The cumulative effect of all of this is devastating — like being plowed over by one of the military trucks Oppenheimer bookends the film with in slow motion. Setting aside how such behavior can go unpunished for five decades, it is infuriating to see Ramli’s grisly demise talked about so cavalierly in one moment then hear Adi be told to move on in the next.

Oppenheimer attempts to tie these events back the United States in two moments — first, with some eyeroll-worthy NBC News footage on the genocide from the 1960s and second, when one of the perpetrators says outright that America taught them to hate the “Communists” — the ostensible target of the purges, though rarely, it seems, the actual victims. I wouldn’t argue that there is no explicit link. Rather, I would claim that this tragedy and the subsequent maddening indifference to it is bigger than the very notion of America. Indeed, it has practical applications to historical events within our own borders — slavery, the near complete wipeout of the Indians, our treatment of various immigrant groups at different points in our history. These uncomfortable, inconvenient truths have been wiped away, discarded and marginalized so that progress is not impeded by self-doubt and self-examination.

It’s not wrong to argue that, at some point, we all have to move on. But moving on, as Adi so painfully illustrates, is quite a bit different than collective amnesia. Oppenheimer spends quite a lot of time on Adi’s father. He is blind, deaf and almost impossibly frail. When Adi asks how old he is, his reply is “16 or 17.” He is senile. He may have remembered the death of Ramli at some point, but he doesn’t anymore. Toward the very end of the film, Adi sits down with the family of one of his brother’s killers. The killer himself has recently passed away. When their father’s deeds are revealed, they seem troubled but simultaneously unwilling to dig deeper — to look around their house at their wealth and wonder. They can barely muster an apology on his behalf.

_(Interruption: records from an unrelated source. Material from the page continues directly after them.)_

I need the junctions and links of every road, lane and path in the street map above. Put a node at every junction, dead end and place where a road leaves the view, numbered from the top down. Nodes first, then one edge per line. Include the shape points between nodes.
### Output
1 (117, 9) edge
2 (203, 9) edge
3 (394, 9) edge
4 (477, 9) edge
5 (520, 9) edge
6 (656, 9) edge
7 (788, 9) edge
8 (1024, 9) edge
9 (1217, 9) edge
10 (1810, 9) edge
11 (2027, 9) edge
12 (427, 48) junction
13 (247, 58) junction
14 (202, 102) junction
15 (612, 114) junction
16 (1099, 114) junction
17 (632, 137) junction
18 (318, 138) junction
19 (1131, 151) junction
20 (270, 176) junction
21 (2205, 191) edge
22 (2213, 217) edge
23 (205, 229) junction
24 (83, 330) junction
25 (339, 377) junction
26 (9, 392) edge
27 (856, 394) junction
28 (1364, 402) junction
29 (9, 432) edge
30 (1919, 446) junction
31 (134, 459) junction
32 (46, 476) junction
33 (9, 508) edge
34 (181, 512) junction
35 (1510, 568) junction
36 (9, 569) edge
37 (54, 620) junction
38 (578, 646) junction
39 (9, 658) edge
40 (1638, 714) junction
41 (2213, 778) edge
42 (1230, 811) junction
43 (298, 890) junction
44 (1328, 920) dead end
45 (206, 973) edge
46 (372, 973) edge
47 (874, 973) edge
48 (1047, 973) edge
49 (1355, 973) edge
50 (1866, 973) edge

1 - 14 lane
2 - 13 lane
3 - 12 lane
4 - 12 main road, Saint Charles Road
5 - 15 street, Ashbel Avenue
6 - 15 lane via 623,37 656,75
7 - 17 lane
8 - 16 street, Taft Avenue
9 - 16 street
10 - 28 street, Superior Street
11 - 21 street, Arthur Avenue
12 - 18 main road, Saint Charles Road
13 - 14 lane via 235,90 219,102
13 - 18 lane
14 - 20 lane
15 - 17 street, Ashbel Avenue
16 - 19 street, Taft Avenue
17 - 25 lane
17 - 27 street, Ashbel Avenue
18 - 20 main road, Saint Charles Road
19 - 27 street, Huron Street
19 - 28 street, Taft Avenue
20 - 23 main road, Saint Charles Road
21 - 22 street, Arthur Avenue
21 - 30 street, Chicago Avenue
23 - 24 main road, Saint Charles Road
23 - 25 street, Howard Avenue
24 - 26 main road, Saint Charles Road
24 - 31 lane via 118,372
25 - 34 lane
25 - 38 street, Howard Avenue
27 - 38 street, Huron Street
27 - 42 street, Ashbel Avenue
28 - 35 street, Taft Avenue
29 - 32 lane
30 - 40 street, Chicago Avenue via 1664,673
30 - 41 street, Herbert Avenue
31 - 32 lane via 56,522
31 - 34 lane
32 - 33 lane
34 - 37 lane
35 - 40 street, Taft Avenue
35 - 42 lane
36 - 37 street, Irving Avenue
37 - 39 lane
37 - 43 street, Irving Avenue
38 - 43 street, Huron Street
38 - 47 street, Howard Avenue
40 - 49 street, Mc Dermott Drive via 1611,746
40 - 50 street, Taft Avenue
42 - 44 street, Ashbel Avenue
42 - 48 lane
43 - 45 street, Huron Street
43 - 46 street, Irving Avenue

The generation that lived through the death of Ramli and so many others is dying off, and rapidly. With them will go the actual memory of what happened. Adi’s confusion and sense of injustice will remain for a few more decades. And then what?

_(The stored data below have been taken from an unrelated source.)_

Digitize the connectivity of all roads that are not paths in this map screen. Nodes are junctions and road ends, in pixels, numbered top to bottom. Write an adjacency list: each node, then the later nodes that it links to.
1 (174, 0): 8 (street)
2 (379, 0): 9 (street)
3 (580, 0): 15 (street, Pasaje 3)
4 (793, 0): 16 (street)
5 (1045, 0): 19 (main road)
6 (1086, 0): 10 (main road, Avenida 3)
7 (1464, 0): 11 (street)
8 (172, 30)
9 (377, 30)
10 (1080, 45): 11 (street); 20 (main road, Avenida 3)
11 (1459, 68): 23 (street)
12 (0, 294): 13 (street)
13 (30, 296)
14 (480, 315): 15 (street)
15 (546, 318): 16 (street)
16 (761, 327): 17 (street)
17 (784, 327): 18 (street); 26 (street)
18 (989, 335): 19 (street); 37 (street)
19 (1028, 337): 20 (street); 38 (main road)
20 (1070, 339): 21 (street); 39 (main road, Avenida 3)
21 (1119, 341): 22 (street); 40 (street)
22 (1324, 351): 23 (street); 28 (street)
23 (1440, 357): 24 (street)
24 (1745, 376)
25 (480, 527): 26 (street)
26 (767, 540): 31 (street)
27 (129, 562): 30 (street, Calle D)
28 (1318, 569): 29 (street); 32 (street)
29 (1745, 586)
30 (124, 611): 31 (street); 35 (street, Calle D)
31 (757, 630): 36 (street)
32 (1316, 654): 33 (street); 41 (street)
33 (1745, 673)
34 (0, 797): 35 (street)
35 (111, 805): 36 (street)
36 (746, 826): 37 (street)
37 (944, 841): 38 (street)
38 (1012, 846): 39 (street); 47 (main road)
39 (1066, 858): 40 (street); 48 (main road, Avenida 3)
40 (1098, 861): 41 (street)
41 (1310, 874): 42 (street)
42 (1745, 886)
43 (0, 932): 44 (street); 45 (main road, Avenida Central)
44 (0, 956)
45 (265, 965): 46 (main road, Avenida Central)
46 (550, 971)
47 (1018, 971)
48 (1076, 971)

The Look of Silence doesn’t offer an answer. It is frustrated that there isn’t a good one and demands that its audience acknowledge this fact and, just maybe, heads back out in to the world more aware, more willing to seek out the uncomfortable truths and to live with them instead of what is convenient. Unlike its predecessor, it is not as utterly unique a film. It is probably even guilty of belaboring its point. But this is one of those points worth belaboring. It’s too important for it not to sink in fully.